- [Exercise brief]: Read the lines below. Copy out any that hold the string "Komplek".

═══

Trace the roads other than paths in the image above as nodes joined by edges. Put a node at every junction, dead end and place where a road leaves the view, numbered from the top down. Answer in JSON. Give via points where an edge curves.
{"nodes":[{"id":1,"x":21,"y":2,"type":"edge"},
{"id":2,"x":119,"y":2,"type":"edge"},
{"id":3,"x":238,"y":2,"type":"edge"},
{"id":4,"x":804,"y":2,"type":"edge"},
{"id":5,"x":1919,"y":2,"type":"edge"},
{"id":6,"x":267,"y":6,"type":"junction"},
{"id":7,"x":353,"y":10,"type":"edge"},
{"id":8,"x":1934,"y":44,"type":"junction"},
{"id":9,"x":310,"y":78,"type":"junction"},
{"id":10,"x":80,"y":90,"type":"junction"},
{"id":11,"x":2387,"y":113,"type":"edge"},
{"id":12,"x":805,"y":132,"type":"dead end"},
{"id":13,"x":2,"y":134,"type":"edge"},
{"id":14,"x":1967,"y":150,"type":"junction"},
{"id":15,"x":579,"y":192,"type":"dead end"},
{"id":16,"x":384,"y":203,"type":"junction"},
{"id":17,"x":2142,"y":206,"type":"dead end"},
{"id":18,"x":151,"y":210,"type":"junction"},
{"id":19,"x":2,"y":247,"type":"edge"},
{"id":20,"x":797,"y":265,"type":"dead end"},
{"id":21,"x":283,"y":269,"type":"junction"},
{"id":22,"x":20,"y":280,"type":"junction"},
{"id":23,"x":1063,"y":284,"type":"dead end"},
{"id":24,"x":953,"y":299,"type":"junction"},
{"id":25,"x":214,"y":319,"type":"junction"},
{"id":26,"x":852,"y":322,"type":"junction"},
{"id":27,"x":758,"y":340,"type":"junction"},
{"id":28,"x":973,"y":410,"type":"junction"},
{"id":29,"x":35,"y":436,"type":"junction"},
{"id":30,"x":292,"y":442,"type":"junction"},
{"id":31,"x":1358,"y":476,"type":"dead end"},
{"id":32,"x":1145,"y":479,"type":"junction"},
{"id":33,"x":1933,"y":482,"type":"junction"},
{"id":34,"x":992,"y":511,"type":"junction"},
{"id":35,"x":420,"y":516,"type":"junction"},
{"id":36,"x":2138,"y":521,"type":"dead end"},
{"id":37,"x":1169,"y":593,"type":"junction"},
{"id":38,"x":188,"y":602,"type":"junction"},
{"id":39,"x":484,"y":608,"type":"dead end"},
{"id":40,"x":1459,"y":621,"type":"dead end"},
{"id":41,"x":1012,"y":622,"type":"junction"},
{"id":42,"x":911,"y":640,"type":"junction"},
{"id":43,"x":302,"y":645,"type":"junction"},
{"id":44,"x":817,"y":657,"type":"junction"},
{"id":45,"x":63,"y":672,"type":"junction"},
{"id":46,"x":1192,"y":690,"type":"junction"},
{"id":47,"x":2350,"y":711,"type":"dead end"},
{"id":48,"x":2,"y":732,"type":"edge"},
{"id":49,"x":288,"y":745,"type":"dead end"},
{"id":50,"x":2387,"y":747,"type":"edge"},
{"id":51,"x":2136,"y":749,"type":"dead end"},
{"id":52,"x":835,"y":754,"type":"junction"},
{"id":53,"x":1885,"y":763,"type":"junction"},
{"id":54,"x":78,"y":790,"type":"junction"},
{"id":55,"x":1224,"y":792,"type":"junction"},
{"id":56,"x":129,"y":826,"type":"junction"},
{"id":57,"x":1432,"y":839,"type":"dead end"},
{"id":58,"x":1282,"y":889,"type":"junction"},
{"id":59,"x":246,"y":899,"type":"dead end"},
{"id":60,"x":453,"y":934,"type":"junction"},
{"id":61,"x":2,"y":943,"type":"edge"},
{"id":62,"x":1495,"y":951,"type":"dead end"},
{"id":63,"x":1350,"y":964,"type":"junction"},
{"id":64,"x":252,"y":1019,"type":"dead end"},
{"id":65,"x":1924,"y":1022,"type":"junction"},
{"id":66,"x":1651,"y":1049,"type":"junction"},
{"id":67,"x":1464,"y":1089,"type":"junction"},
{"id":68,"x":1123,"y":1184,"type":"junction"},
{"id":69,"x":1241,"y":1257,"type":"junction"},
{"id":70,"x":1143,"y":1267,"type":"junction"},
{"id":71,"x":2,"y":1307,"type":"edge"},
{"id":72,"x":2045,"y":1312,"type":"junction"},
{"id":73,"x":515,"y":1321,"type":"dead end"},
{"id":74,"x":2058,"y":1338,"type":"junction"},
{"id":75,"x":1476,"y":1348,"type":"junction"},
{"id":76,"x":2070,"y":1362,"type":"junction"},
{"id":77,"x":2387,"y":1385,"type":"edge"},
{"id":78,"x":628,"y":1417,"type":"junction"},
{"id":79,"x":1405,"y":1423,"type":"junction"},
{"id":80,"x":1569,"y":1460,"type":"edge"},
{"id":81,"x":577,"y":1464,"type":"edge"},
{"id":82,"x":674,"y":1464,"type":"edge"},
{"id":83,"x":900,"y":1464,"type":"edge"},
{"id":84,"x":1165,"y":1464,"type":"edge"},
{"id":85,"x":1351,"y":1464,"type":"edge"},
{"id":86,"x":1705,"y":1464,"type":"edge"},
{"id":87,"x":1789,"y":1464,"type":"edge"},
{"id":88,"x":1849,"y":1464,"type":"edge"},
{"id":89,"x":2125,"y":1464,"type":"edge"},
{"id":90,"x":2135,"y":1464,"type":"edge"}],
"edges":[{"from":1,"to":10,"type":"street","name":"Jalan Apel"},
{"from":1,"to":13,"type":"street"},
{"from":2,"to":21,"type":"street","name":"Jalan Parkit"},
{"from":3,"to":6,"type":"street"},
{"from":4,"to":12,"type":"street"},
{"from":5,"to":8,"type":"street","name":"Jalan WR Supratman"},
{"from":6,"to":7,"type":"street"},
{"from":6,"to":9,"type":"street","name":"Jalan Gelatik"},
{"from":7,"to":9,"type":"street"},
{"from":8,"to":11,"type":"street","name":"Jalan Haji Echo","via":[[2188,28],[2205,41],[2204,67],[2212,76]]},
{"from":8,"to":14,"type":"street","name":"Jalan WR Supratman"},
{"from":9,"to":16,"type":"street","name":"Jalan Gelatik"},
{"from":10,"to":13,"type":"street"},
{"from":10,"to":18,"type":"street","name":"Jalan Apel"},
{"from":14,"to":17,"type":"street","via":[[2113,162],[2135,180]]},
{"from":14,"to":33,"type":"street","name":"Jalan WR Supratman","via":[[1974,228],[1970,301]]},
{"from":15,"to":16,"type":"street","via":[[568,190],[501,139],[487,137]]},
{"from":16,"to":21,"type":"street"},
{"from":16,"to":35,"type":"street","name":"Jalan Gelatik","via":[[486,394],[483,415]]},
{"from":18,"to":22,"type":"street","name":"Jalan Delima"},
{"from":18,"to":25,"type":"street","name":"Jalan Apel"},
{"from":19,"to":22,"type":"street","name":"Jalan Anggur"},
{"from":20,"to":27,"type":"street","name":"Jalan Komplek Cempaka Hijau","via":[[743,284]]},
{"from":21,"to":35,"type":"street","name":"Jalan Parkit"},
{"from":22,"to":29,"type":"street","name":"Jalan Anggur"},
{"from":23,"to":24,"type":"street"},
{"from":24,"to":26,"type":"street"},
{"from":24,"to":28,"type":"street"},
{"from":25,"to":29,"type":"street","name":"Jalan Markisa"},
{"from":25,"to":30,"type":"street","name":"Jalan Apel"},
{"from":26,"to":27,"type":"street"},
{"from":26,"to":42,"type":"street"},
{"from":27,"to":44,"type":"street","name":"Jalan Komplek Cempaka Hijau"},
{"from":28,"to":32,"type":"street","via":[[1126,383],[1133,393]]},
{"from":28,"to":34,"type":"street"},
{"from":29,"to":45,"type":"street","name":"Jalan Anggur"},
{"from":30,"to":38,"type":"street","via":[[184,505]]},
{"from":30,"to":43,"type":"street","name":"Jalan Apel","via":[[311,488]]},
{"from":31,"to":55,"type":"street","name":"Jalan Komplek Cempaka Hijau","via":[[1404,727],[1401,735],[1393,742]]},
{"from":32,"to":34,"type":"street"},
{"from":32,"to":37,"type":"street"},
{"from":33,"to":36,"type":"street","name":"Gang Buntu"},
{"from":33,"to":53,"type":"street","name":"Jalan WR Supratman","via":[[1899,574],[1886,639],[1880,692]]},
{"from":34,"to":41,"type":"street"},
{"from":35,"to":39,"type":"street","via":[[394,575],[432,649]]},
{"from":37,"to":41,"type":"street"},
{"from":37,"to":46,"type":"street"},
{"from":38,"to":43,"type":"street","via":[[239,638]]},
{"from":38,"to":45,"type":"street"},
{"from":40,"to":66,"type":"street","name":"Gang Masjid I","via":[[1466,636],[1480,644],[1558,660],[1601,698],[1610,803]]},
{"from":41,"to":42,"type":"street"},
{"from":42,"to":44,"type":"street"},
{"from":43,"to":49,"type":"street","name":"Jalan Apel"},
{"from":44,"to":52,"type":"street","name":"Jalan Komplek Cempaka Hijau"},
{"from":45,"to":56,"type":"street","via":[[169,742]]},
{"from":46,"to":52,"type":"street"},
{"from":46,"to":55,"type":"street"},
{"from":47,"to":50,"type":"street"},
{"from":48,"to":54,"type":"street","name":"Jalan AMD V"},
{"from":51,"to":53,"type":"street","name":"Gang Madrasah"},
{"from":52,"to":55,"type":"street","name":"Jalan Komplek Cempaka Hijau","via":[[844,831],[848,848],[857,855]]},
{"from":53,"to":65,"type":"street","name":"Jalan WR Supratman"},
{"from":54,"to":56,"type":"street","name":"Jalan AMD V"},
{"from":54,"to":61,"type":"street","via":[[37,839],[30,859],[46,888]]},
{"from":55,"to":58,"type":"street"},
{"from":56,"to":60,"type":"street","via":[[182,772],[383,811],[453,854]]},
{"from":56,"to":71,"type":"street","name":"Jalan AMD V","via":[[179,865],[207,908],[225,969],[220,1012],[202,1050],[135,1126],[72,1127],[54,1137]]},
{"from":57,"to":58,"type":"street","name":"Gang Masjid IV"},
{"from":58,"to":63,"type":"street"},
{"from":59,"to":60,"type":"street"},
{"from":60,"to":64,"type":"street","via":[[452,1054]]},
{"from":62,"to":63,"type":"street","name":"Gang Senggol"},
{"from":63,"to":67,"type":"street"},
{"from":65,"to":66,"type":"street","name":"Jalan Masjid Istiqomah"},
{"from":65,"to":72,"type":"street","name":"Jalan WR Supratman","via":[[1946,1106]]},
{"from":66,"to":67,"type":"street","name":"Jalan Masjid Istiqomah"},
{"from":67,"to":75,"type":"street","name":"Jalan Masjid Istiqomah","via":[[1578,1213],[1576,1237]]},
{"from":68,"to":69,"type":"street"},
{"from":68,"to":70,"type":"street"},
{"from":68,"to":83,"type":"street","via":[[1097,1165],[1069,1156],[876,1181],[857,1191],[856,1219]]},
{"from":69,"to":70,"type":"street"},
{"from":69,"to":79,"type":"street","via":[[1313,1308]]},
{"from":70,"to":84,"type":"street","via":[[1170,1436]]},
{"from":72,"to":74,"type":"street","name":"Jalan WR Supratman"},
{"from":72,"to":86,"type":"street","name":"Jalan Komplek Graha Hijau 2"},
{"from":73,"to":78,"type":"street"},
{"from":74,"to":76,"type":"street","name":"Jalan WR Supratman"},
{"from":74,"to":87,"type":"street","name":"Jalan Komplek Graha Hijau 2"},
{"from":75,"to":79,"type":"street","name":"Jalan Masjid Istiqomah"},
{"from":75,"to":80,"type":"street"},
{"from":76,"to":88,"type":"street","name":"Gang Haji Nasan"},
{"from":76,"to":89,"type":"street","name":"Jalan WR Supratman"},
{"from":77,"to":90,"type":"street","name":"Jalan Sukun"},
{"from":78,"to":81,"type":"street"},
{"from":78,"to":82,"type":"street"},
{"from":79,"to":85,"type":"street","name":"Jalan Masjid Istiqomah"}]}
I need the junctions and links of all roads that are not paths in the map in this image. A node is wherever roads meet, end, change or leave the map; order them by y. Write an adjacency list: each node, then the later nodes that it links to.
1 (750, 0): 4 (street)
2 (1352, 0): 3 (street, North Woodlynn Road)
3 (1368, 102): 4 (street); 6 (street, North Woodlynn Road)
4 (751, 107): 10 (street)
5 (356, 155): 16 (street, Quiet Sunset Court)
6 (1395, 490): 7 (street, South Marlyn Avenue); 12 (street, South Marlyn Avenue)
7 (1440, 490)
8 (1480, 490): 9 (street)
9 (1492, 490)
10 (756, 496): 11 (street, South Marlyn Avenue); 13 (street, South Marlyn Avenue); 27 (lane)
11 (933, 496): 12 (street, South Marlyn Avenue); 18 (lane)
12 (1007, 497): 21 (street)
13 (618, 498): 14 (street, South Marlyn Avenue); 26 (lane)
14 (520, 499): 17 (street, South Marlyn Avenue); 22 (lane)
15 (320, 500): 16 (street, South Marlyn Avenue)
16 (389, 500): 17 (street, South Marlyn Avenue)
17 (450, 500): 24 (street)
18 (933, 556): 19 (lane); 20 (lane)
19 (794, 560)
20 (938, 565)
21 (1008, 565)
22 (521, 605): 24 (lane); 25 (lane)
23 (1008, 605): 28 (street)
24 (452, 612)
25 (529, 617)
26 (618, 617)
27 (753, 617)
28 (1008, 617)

═══

- [Response below]:
{"from":20,"to":27,"type":"street","name":"Jalan Komplek Cempaka Hijau","via":[[743,284]]},
{"from":27,"to":44,"type":"street","name":"Jalan Komplek Cempaka Hijau"},
{"from":31,"to":55,"type":"street","name":"Jalan Komplek Cempaka Hijau","via":[[1404,727],[1401,735],[1393,742]]},
{"from":44,"to":52,"type":"street","name":"Jalan Komplek Cempaka Hijau"},
{"from":52,"to":55,"type":"street","name":"Jalan Komplek Cempaka Hijau","via":[[844,831],[848,848],[857,855]]},
{"from":72,"to":86,"type":"street","name":"Jalan Komplek Graha Hijau 2"},
{"from":74,"to":87,"type":"street","name":"Jalan Komplek Graha Hijau 2"},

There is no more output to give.